Pesce balestra gola blu
Xanthichthys auromarginatus
Pesce balestra di barriera dell'Indo-Pacifico, noto per la sua compatibilità insolita con gli acquari di barriera.
Temperatura dell'acqua
23 - 27 °C
Valore del pH
8.1 - 8.4
Tipo di acqua
Marina
Zona nuoto
Intermedio
Taglia adulta
30 cm
Volume minimo acquario
>= 470 L
Gruppo minimo
>= 1
KH
8 - 12 dKH
Descrizione della specie
Origine Geografica e Biotopo: Indo-Pacifico: diffuso dalle coste dell'Africa orientale fino alle isole Hawaii, isole Marchesi e isole Ryukyu, spingendosi a sud fino alla Grande Barriera Corallina. Abita le scogliere coralline esterne esposte alle forti correnti oceaniche, a profondità comprese tra i 10 e i 45 metri, dove si nuore in acqua aperta.
Tassonomia e Morfologia: Appartiene alla famiglia Balistidae, genere Xanthichthys. Ha un corpo compresso lateralmente, romboidale e robusto, con occhi posizionati molto in alto sulla testa per proteggerli dai morsi delle prede. Raggiunge una lunghezza massima di circa 22 centimetri in età adulta, rendendolo uno dei pesci balestra più gestibili.

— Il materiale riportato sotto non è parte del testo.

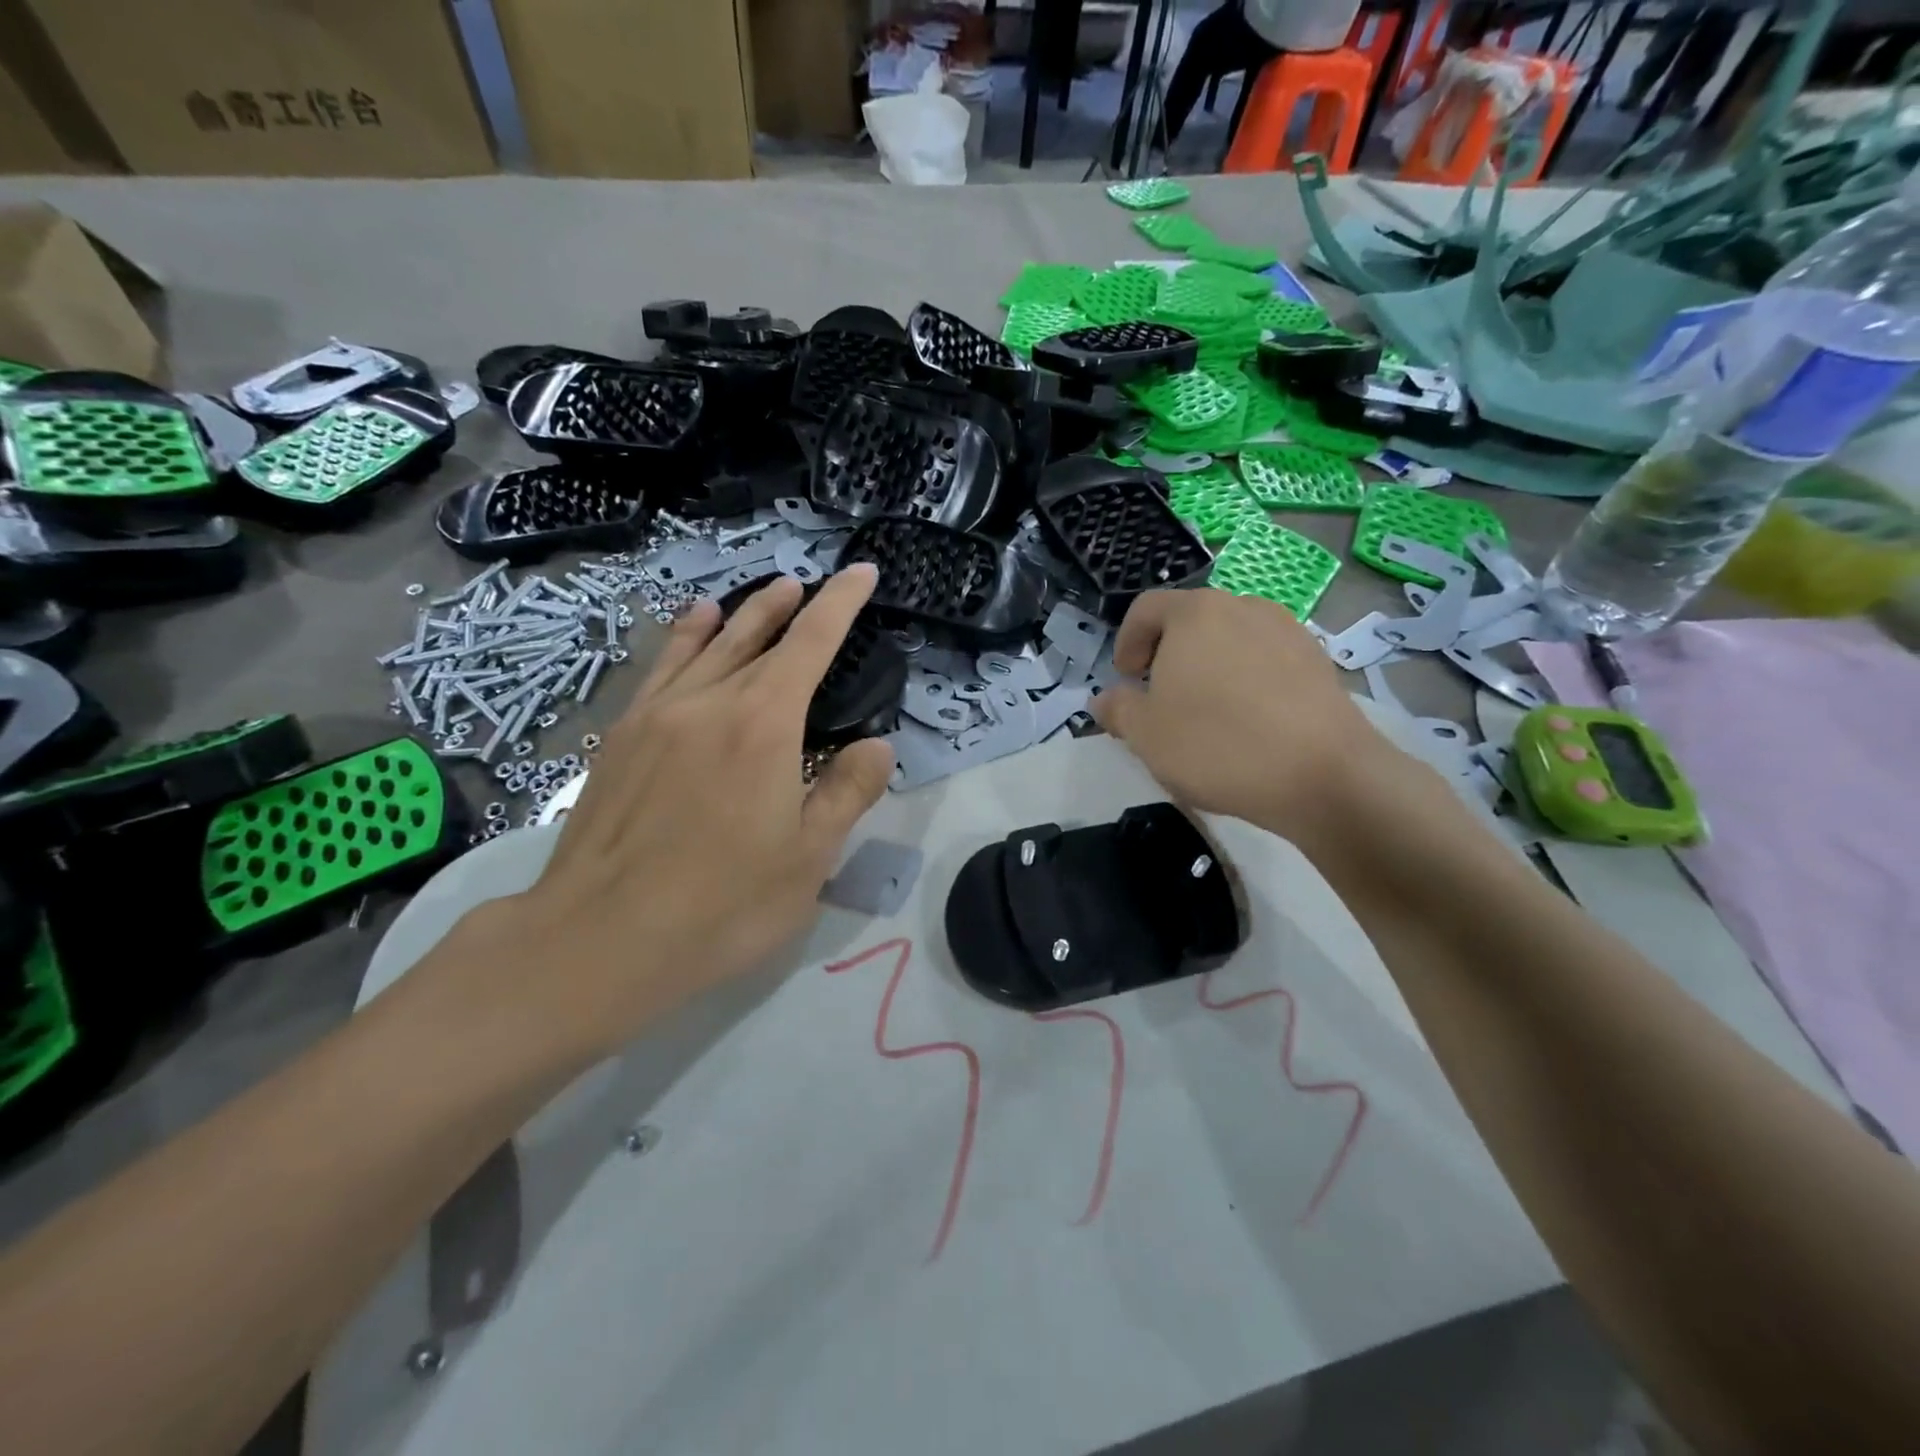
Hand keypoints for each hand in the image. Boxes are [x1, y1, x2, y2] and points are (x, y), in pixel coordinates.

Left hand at [454, 568, 895, 1059]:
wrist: (598, 938)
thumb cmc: (721, 904)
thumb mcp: (808, 859)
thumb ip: (847, 793)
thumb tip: (876, 746)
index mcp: (763, 725)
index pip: (812, 643)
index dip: (841, 603)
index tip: (861, 573)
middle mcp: (710, 702)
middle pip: (756, 636)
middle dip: (789, 606)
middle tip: (810, 584)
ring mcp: (658, 715)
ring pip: (707, 645)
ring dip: (741, 615)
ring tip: (763, 593)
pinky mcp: (621, 737)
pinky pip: (661, 668)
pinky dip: (684, 638)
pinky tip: (690, 626)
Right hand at [1093, 588, 1392, 845]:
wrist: (1322, 774)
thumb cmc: (1217, 745)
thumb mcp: (1145, 734)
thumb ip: (1117, 709)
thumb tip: (1105, 699)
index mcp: (1194, 614)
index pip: (1146, 609)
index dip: (1127, 641)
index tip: (1126, 679)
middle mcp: (1242, 607)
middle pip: (1191, 620)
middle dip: (1168, 653)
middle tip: (1160, 697)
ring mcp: (1286, 630)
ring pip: (1231, 638)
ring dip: (1209, 665)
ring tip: (1206, 710)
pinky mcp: (1317, 660)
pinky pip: (1266, 659)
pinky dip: (1247, 679)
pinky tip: (1248, 721)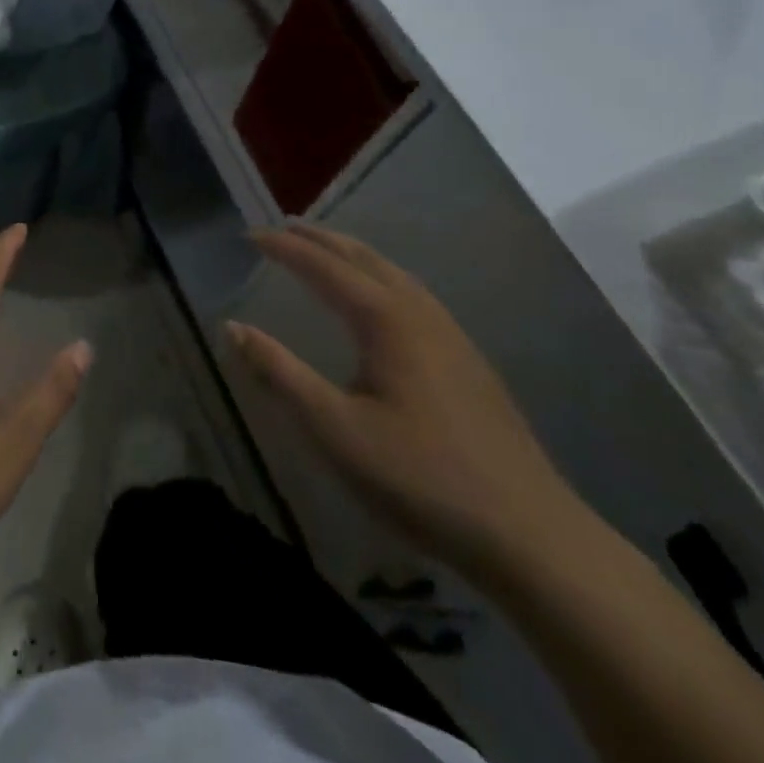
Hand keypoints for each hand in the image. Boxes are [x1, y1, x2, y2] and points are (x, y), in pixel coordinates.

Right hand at [230, 225, 585, 579]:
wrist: (531, 535)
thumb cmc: (420, 477)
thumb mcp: (334, 428)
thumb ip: (280, 373)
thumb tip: (231, 327)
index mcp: (387, 321)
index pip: (325, 267)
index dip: (285, 248)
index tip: (250, 235)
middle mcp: (421, 314)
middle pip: (364, 259)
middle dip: (321, 239)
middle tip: (284, 227)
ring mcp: (452, 336)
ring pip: (394, 275)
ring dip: (353, 255)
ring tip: (325, 252)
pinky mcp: (469, 362)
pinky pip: (413, 296)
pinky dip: (380, 278)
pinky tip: (380, 302)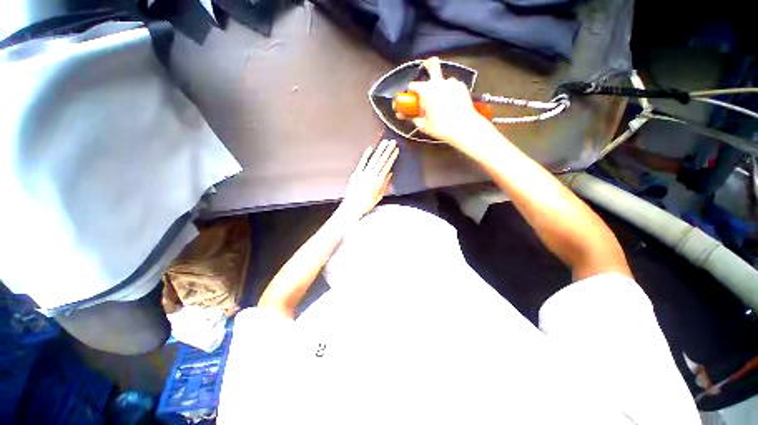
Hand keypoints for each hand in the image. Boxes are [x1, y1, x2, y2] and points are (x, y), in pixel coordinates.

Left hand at [341, 139, 398, 217]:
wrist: (353, 207)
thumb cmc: (366, 203)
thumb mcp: (380, 195)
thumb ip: (386, 184)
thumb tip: (390, 174)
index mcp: (379, 181)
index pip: (387, 166)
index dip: (392, 157)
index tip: (396, 150)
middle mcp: (372, 176)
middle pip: (381, 160)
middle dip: (388, 150)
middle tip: (392, 142)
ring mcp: (363, 174)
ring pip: (373, 159)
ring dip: (379, 150)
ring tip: (384, 143)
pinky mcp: (356, 174)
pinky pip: (362, 162)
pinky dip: (366, 155)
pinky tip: (370, 149)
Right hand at [400, 57, 491, 144]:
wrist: (464, 128)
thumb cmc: (441, 128)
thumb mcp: (423, 126)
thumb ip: (413, 118)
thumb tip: (403, 116)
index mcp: (426, 91)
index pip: (413, 85)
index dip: (411, 91)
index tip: (412, 98)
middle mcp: (439, 82)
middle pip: (432, 64)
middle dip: (427, 65)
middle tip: (426, 72)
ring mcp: (453, 83)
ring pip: (444, 80)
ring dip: (441, 86)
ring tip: (442, 100)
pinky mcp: (463, 87)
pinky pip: (454, 86)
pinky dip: (451, 91)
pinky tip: (452, 102)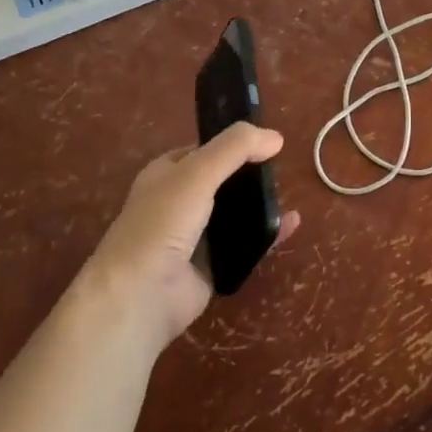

Comportamento Sociale: A differenza della maggior parte dei pesci balestra, questa specie mostra un comportamento insolitamente pacifico ed è considerata in gran parte reef-safe. In natura vive in piccoli gruppi sciolti nella colonna d'acqua sovrastante le scogliere, rifugiandosi nei fori delle rocce solo in caso di pericolo.
Colorazione e Dimorfismo Sessuale: Il corpo presenta una colorazione grigio-azzurra o olivastra con file di piccoli punti bianchi o azzurri. Mostra un marcato dimorfismo sessuale: i maschi hanno una gola di colore blu neon brillante e margini delle pinne dorsale, anale e caudale giallo-arancio. Le femmine mancano di queste caratteristiche e hanno margini grigi.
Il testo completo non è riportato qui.